# TASK BRIEF:
Nothing but the pictures is dropped; write out all the remaining data below exactly.

******

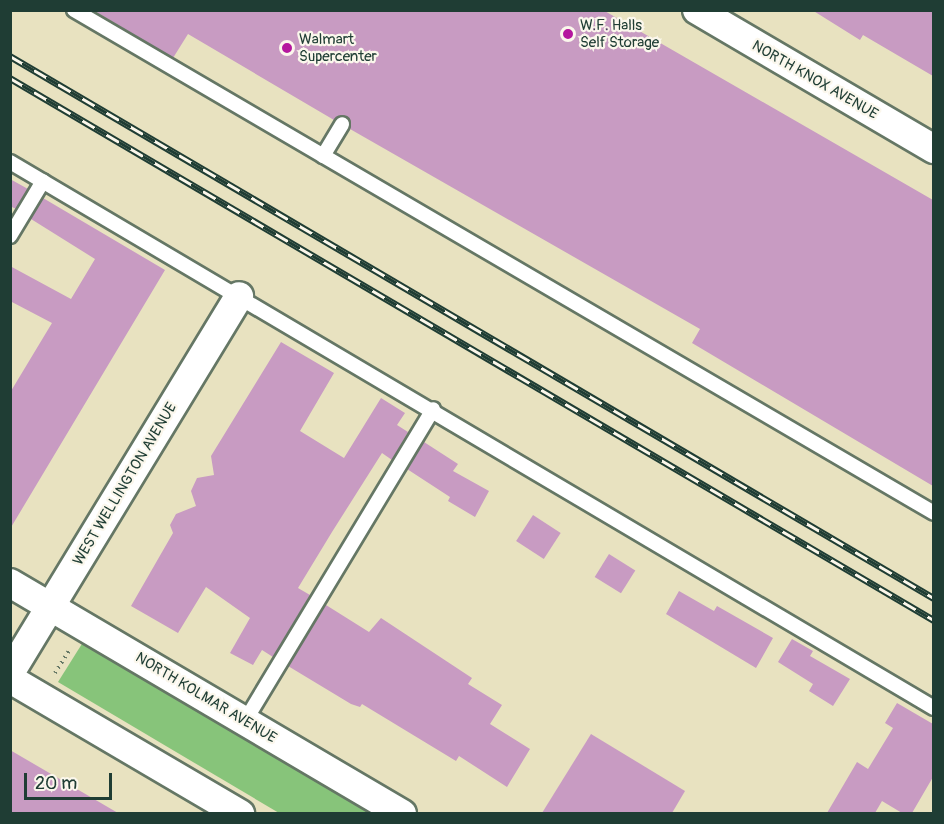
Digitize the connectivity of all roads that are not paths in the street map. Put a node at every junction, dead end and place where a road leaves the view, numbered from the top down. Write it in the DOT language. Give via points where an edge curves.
graph roads {
  1 [pos="74,10"];
  2 [pos="697,10"];
  3 [pos="342,124"];
  4 [pos="933,149"];
  5 [pos="323,156"];
  6 [pos="10,162"];
  7 [pos="43,181"];
  8 [pos="10,236"];
  9 [pos="239,296"];
  10 [pos="434,409"];
  11 [pos="933,513"];
  12 [pos="10,583"];
  13 [pos="51,607"];
  14 [pos="10,673"];
  15 [pos="10,679"];
  16 [pos="933,708"];
  17 [pos="245,721"];
  18 [pos="240,813"];
  19 [pos="402,813"];
  1 -- 5 [label="lane"];
  2 -- 4 [label="street, NORTH KNOX AVENUE"];
  3 -- 5 [label="lane"];
  5 -- 11 [label="lane"];
  6 -- 7 [label="lane"];
  7 -- 8 [label="lane"];
  7 -- 9 [label="lane"];
  9 -- 10 [label="lane"];
  9 -- 13 [label="street, WEST WELLINGTON AVENUE"];
  10 -- 16 [label="lane"];
  10 -- 17 [label="lane"];
  12 -- 13 [label="street, NORTH KOLMAR AVENUE"];
  13 -- 14 [label="street, WEST WELLINGTON AVENUE"];
  13 -- 17 [label="street, NORTH KOLMAR AVENUE"];
  15 -- 18 [label="street"];
  17 -- 19 [label="street, NORTH KOLMAR AVENUE"];
}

******

# RESULT OF THE TASK:
Digitize the connectivity of all roads that are not paths in the street map. Put a node at every junction, dead end and place where a road leaves the view, numbered from the top down. Write it in the DOT language. Give via points where an edge curves.
graph roads {
  1 [pos="74,10"];
  2 [pos="697,10"];
  3 [pos="342,124"];
  4 [pos="933,149"];
  5 [pos="323,156"];
  6 [pos="10,162"];
  7 [pos="43,181"];
  8 [pos="10,236"];
  9 [pos="239,296"];
  10 [pos="434,409"];
  11 [pos="933,513"];
  12 [pos="10,583"];
  13 [pos="51,607"];
  14 [pos="10,673"];
  15 [pos="10,679"];
  16 [pos="933,708"];
  17 [pos="245,721"];
  18 [pos="240,813"];
  19 [pos="402,813"];
  1 -- 5 [label="lane"];
  2 -- 4 [label="street, NORTH KNOX AVENUE"];
  3 -- 5 [label="lane"];
  5 -- 11 [label="lane"];
  6 -- 7 [label="lane"];
  7 -- 8 [label="lane"];
  7 -- 9 [label="lane"];
  9 -- 10 [label="lane"];
  9 -- 13 [label="street, WEST WELLINGTON AVENUE"];
  10 -- 16 [label="lane"];
  10 -- 17 [label="lane"];
  12 -- 13 [label="street, NORTH KOLMAR AVENUE"];
  13 -- 14 [label="street, WEST WELLINGTON AVENUE"];
  13 -- 17 [label="street, NORTH KOLMAR AVENUE"];
  15 -- 18 [label="street"];
  17 -- 19 [label="street, NORTH KOLMAR AVENUE"];
}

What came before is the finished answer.